Central Bank of Ireland Deputy Governor: Monetary Policy Will Normalise in Time
2 July 2021
By David Barwick – FRANKFURT (Econostream) – Monetary policy will eventually normalise, a process that could lead to a rise in sovereign bond yields if public debt is elevated, Central Bank of Ireland Deputy Governor Sharon Donnery said Friday.
Speaking at Les Rencontres Économiques d’Aix-en-Provence, Donnery said that ‘[a]s monetary policy normalises – which it will in time – higher debt may lead to increased investor scrutiny and the associated risk of a rise in sovereign bond yields.’
The nature of the crisis ‘provides little room for doubt that the significant increase in government debt was justifiable, on economic grounds alone’, she said. Monetary and fiscal accommodation ‘should reduce the extent of scarring effects of the pandemic, which nonetheless could be substantial.’
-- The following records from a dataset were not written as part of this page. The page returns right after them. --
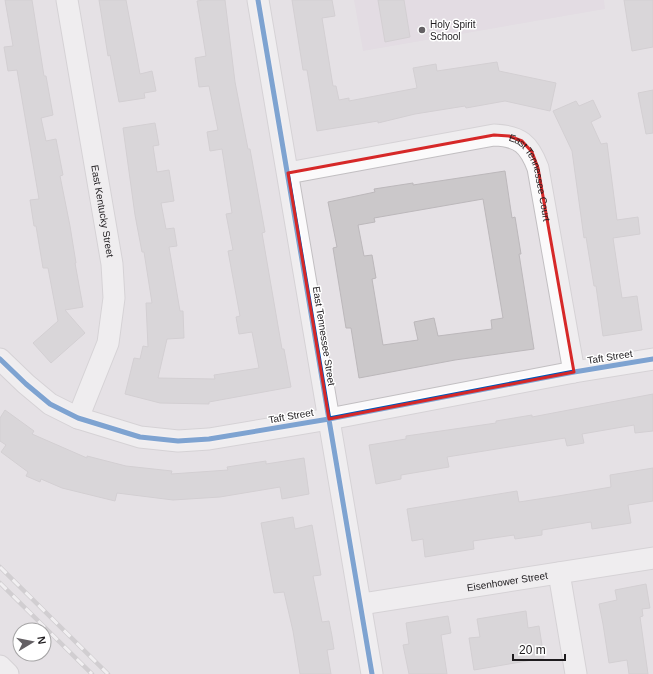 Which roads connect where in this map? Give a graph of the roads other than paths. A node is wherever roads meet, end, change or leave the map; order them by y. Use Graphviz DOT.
graph roads {
  1 [pos="66,0"];
  2 [pos="258,0"];
  3 [pos="288,173"];
  4 [pos="0,359"];
  5 [pos="653,359"];
  6 [pos="574,372"];
  7 [pos="78,418"];
  8 [pos="329,419"];
  9 [pos="653,558"];
  10 [pos="559,573"];
  11 [pos="362,604"];
  12 [pos="0,666"];
  13 [pos="8,674"];
  14 [pos="372,674"];
  15 [pos="576,674"];
  1 -- 7 [label="street, East Kentucky Street"];
  2 -- 3 [label="street, East Tennessee Street"];
  3 -- 6 [label="street, East Tennessee Court"];
  3 -- 8 [label="street, East Tennessee Street"];
  4 -- 7 [label="street, Taft Street"];
  5 -- 6 [label="street, Taft Street"];
  6 -- 8 [label="street, Taft Street"];
  7 -- 8 [label="street, Taft Street"];
  8 -- 11 [label="street, East Tennessee Street"];
  9 -- 10 [label="street, Eisenhower Street"];
  10 -- 11 [label="street, Eisenhower Street"];
  10 -- 15 [label="street"];
  11 -- 14 [label="street, East Tennessee Street"];
  12 -- 13 [label="street"];
}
‘As health risks diminish, considerations of elevated debt levels require more nuance’, she said. In the case of Ireland, she called for targeted, temporary measures to ‘gradually replace the broad supports which were suitable as a rapid response to the onset of the pandemic.’
‘In particular, supports should facilitate post-pandemic structural adjustments in the way we live, work and travel, rather than targeting a return to pre-pandemic norms’, she added.
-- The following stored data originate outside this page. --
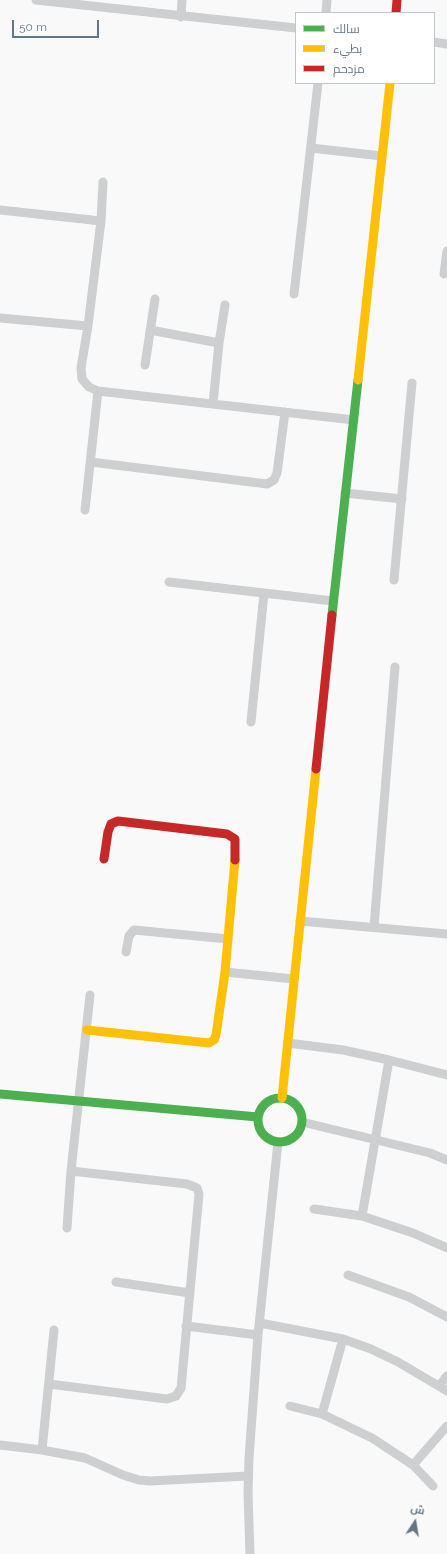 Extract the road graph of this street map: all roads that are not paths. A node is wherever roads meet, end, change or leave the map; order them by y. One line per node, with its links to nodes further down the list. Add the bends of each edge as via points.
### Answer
1 (36, 0): 5 (street)
2 (182, 0): 8 (street)
3 (328, 0): 6 (street)
4 (397, 0): 7 (main road)
5 (68, 2): 8 (street)
6 (326, 12)
7 (396, 12)
8 (181, 17): 9 (street)
9 (295, 28)
10 (435, 42): 11 (street)
11 (447, 44)
12 (318, 84): 14 (street)
13 (390, 84): 15 (main road)
14 (311, 148): 15 (street); 21 (street)
15 (382, 156): 33 (main road)
16 (103, 182): 18 (street)
17 (0, 210): 18 (street)
18 (101, 221): 25 (street)
19 (447, 251): 20 (street)
20 (444, 274)
21 (294, 294)
22 (155, 299): 26 (street)
23 (225, 305): 27 (street)
24 (0, 318): 25 (street)
25 (88, 326): 30 (street, via 81,368 82,379 89,387)
26 (150, 330): 27 (street); 28 (street)
27 (219, 343): 31 (street)
28 (145, 365)
29 (412, 383): 36 (street)
30 (98, 391): 31 (street); 34 (street)
31 (213, 404): 32 (street)
32 (285, 412): 33 (street); 34 (street, via 278,473 274,480 267,484)
33 (354, 420): 35 (main road)
34 (90, 462): 37 (street)
35 (345, 493): 36 (street); 41 (main road)
36 (402, 499): 38 (street)
37 (85, 510)
38 (394, 580)
39 (169, 582): 40 (street)
40 (264, 593): 41 (street); 43 (street)
41 (333, 601): 45 (main road)
42 (395, 667): 46 (street)
43 (251, 722)
44 (104, 859): 48 (main road, via 108,832 111,824 118,821 232,836 236,845)
45 (300, 921): 46 (street); 51 (main road)
46 (374, 927): 47 (street)
47 (447, 934)
48 (228, 939): 49 (street, via 134,930 129,936); 50 (main road)
49 (126, 952)
50 (225, 972): 51 (street); 53 (main road, via 216,1035 209,1043)
51 (294, 979): 54 (main road)
52 (90, 995): 53 (street)
53 (87, 1030): 59 (street)
54 (288, 1043): 55 (street, via 343,1050); 58 (main road)
55 (389, 1060): 56 (street); 62 (street)
56 (447, 1075)
57 (0, 1094): 59 (main road)
58 (282, 1098): 60 (main road, via 269,1100 260,1110); 61 (main road, via 295,1103 302,1115)
59 (80, 1101): 60 (main road); 65 (street)
60 (258, 1117): 63 (main road, via 261,1131 265,1136)
61 (302, 1122): 62 (street); 63 (main road, via 294,1137)
62 (375, 1139): 64 (street); 67 (street)
63 (278, 1142): 74 (street)
64 (447, 1160)
65 (71, 1171): 68 (street); 72 (street, via 187,1184 197,1188 199,1194)
66 (314, 1209): 67 (street)
67 (362, 1216): 69 (street, via 413,1233)
68 (67, 1228)
69 (447, 1248)
70 (348, 1275): 73 (street, via 409,1297)
71 (116, 1282): 72 (street)
72 (190, 1293): 75 (street)
73 (447, 1317)
74 (260, 1323): 77 (street); 78 (street)
75 (186, 1326): 77 (street); 80 (street, via 181,1388 176,1396 167,1399)
76 (54, 1330): 80 (street)
77 (258, 1335): 88 (street)
78 (343, 1339): 81 (street, via 398,1362); 83 (street)
79 (447, 1376): 81 (street)
80 (50, 1384): 86 (street)
81 (443, 1388)
82 (290, 1406): 83 (street)
83 (322, 1414): 87 (street, via 372,1438)
84 (447, 1426): 87 (street)
85 (0, 1445): 86 (street)
86 (42, 1450): 88 (street, via 85,1458 139,1480)
87 (413, 1465): 89 (street)
88 (248, 1476): 90 (street)
89 (433, 1486)
90 (250, 1554)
Ireland’s debt-to-GDP ratio will probably decrease with the recovery, but ‘it is vital that the reduction provides sufficient scope to respond to future downturns’, she said, observing that the pandemic crisis had given evidence of the potency of countercyclical fiscal policy.
Donnery suggested that additional public spending limit inflationary pressures ‘where there are significant labour and/or raw material shortages, reducing crowding-out risks’, and cautioned again that ‘[w]hile low interest rates ease repayment burdens, this may not last.’